Adult
Spontaneous Bacterial Peritonitis (SBP)
Warning
- SBP is likely when ascitic fluid neutrophil count is more than 250 cells/mm3 or more than 0.25 x109/L.
- Ascitic fluid should be sent for culture and blood cultures performed at the same time, before starting antibiotics, in patients admitted to hospital
- Review at 3 days if culture positive and tailor therapy to sensitivity result and advice from Micro/ID.
Spontaneous bacterial peritonitis (SBP)
Preferred including non-severe and severe penicillin allergy or MRSA positive
co-trimoxazole 960mg po/iv (iv only if NBM) bd
Alternative
ceftriaxone 2g iv od OR if able to take orally cefalexin 1g po tds
For severe penicillin allergy: speak to Micro/ID
Spontaneous bacterial peritonitis (SBP) prophylaxis
Do not routinely offer antibiotics to prevent spontaneous bacterial peritonitis (SBP) in people with cirrhosis and ascites.

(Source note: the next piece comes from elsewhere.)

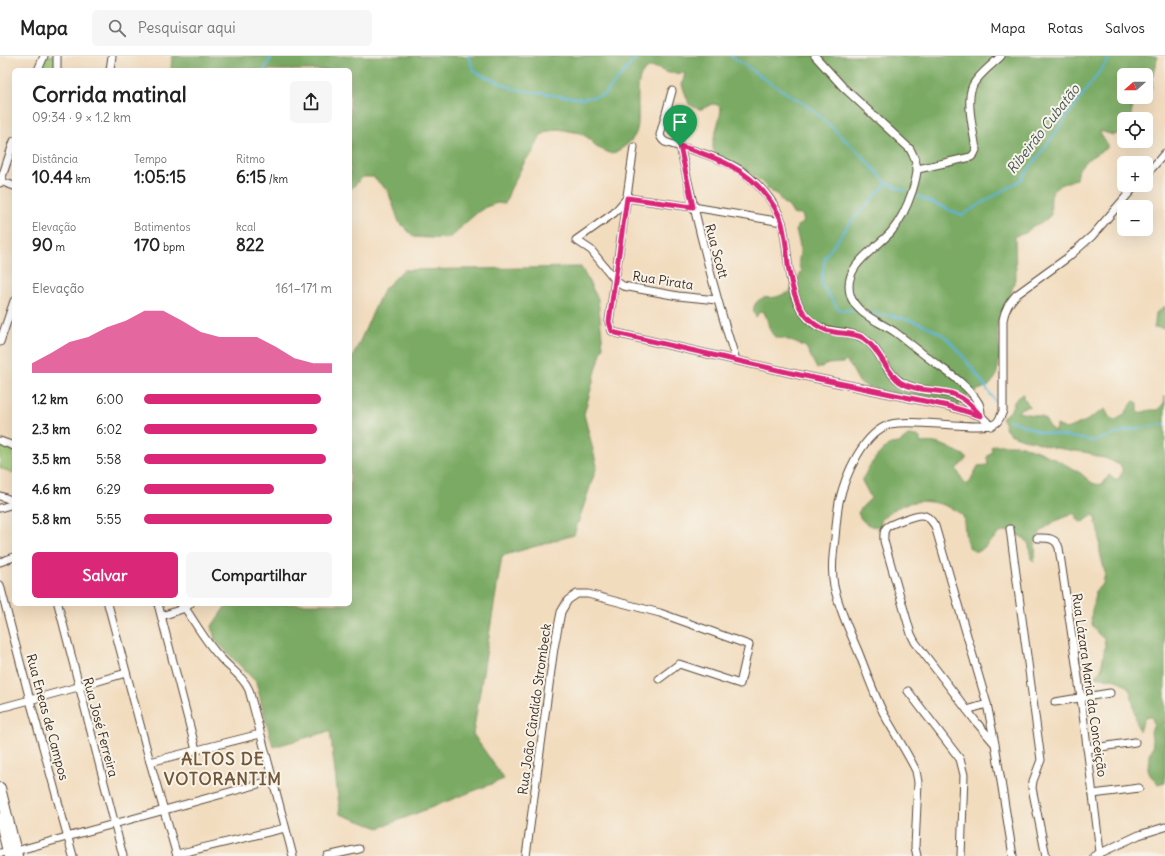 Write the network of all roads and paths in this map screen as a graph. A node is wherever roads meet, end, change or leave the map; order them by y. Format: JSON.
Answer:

Consider antibiotics to prevent SBP only if:
- the person is at high risk of developing SBP because they have severe liver disease (for example, they have an ascitic protein of 15g/L or less, a Child–Pugh score of more than 9, or a MELD score of more than 16) OR
- the consequences of an infection could seriously impact the person's care, for example, if it could affect their wait for a transplant or a transjugular intrahepatic portosystemic stent insertion (TIPS).
Preferred including non-severe and severe penicillin allergy or MRSA positive
co-trimoxazole 960mg po od
If CrCl less than 30ml/min: co-trimoxazole 480mg po od
Review antibiotic prophylaxis for SBP at least every 6 months, with the review to include:
- Assessing the success of prophylaxis,
- Discussion of continuing, stopping or changing prophylaxis (taking into account the person's preferences for antibiotic use and the risk of antimicrobial resistance)
Stop prophylaxis either when ascites have resolved or at review (see above) whichever is sooner.